Productive Creativity

Productive Creativity

Do you find yourself judging your creative life based on what forms of creativity you’re focusing on?

I struggle with this. It’s like I’ve divided my perception of creativity up into productive creativity and non productive creativity. And I’ve assigned more creative weight and value on projects that fall into the productive creativity bucket.

Who’s to really say what forms of creativity are productive and which are not? The value of art or creativity isn’t based on making money, or gaining visibility, or whether or not the work is shared with others.

There are external metrics we can use to measure the “productivity” of our creativity. But what about all the creative endeavors that don’t really go anywhere external, but serve as critical learning and growing experiences for ourselves? What about the projects that expand our knowledge, awareness, or skill?
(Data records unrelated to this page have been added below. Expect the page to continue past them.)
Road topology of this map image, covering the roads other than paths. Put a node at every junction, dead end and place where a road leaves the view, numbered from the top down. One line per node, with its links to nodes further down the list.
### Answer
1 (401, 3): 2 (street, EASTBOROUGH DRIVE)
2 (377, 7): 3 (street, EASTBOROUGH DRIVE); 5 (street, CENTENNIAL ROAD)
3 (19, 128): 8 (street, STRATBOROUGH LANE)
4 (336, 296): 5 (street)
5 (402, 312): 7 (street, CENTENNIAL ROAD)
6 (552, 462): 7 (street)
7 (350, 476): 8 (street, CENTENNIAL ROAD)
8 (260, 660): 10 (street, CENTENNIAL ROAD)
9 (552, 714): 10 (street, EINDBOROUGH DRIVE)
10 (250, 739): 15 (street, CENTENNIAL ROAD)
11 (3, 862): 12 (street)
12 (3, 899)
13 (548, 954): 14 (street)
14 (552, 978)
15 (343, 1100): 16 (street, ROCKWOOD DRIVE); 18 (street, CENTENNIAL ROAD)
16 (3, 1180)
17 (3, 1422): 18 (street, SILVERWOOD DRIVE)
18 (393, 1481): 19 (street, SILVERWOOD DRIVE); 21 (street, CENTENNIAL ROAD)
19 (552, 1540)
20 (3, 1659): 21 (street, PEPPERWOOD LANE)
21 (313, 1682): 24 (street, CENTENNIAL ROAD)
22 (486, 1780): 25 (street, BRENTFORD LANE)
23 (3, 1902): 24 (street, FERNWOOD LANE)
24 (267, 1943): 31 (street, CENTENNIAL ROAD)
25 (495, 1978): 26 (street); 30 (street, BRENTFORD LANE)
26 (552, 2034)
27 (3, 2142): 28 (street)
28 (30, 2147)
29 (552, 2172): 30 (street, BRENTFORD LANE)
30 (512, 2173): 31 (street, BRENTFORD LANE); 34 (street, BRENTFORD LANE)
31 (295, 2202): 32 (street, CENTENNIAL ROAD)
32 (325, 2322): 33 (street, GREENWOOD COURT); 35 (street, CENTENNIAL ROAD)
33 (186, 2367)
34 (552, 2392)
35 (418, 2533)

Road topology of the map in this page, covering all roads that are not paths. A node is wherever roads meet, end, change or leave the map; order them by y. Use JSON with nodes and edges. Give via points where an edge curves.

What about the projects that fail completely, but serve as the catalyst and inspiration for greater works than we would have imagined without them? Don’t these also deserve to be valued, even if no one else ever sees them?
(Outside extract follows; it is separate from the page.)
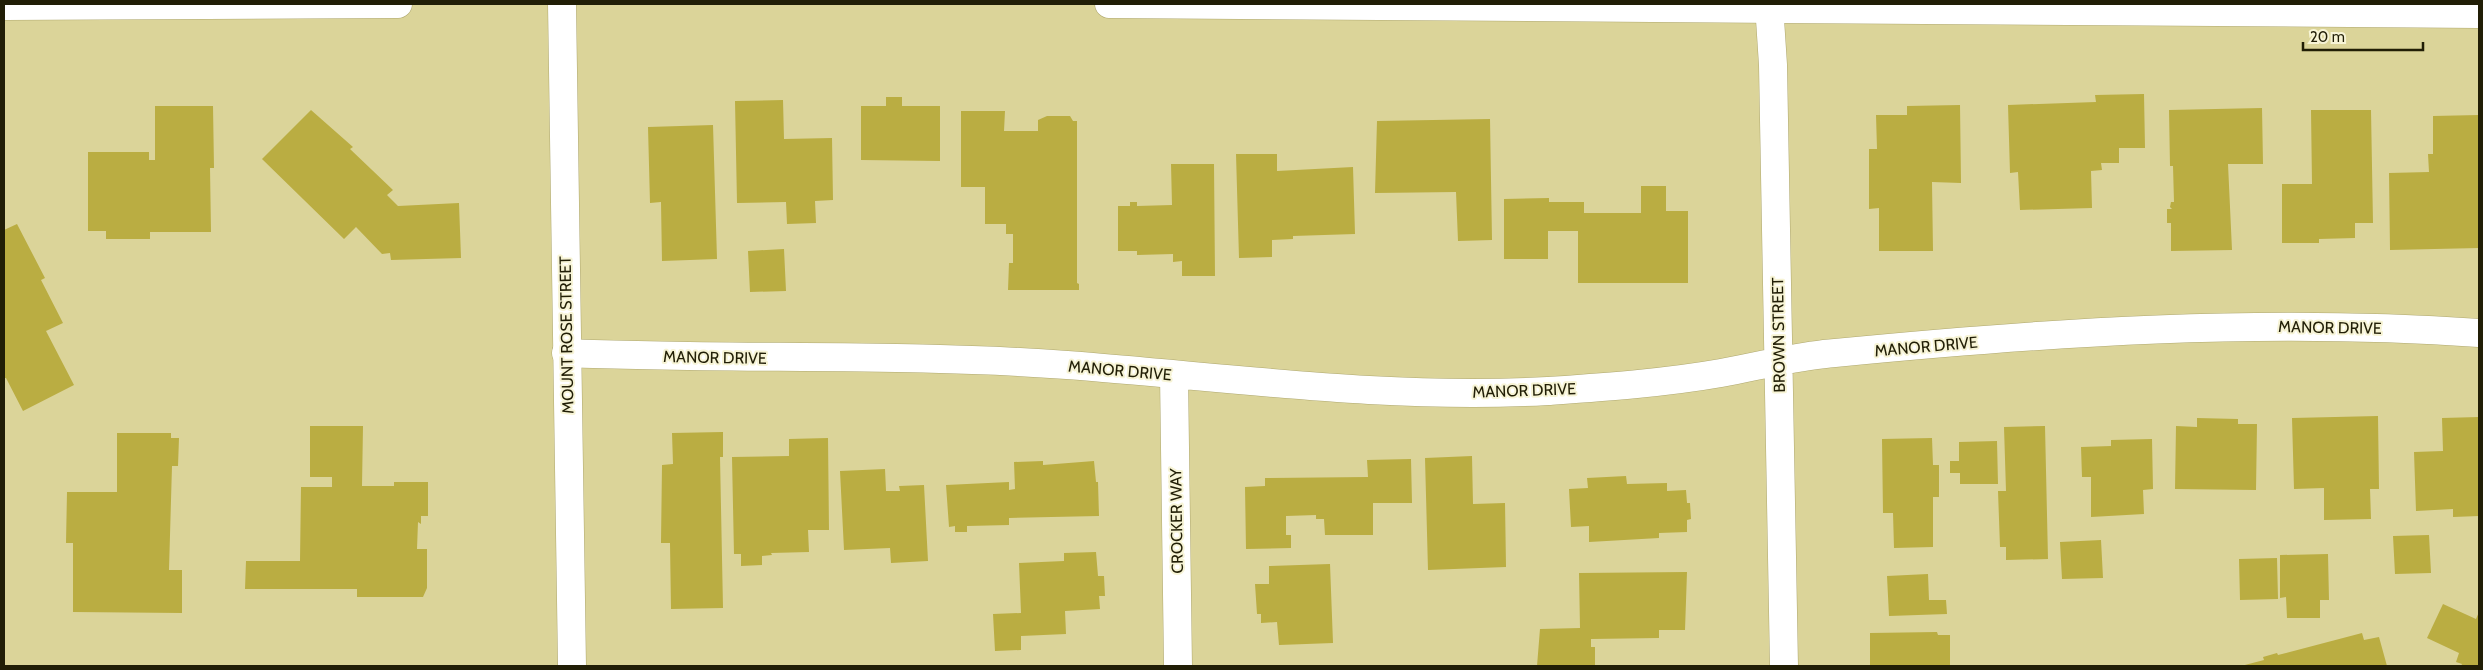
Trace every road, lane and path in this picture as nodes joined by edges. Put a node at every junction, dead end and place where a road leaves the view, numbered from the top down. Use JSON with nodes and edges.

I’m learning to value time spent on the forms of creativity I’m not good at. This, like everything, is a process.

There’s a difference in doing something just for fun and relaxation versus trying to build a skill in an unfamiliar area. This is where I often struggle, trying to genuinely learn something that I know I’ll never really use.

Yet, creativity as a whole has value. And whatever forms we build skill in will still contribute to the larger whole, whether or not we end up using it in a “productive” way.

This circles back to a fear of wasted effort. When it’s all fun and games, playing with different forms of creativity is exciting and calming. When it’s done in an effort to learn and build a skill, that’s where I fall apart and struggle to validate the time spent on it. But really, if I’m going to work on a certain form of creativity, why not get good at it or learn more about it?

Perspective over productivity. And perspective is what we gain when we build new skills and work on creative projects, whether or not we’d deem them to be productive. Gaining perspective is productive. Our perspective on the world strongly influences how we show up in it. And I’d say that’s a pretty valuable thing.

After all, isn’t creativity all about seeing with a new perspective?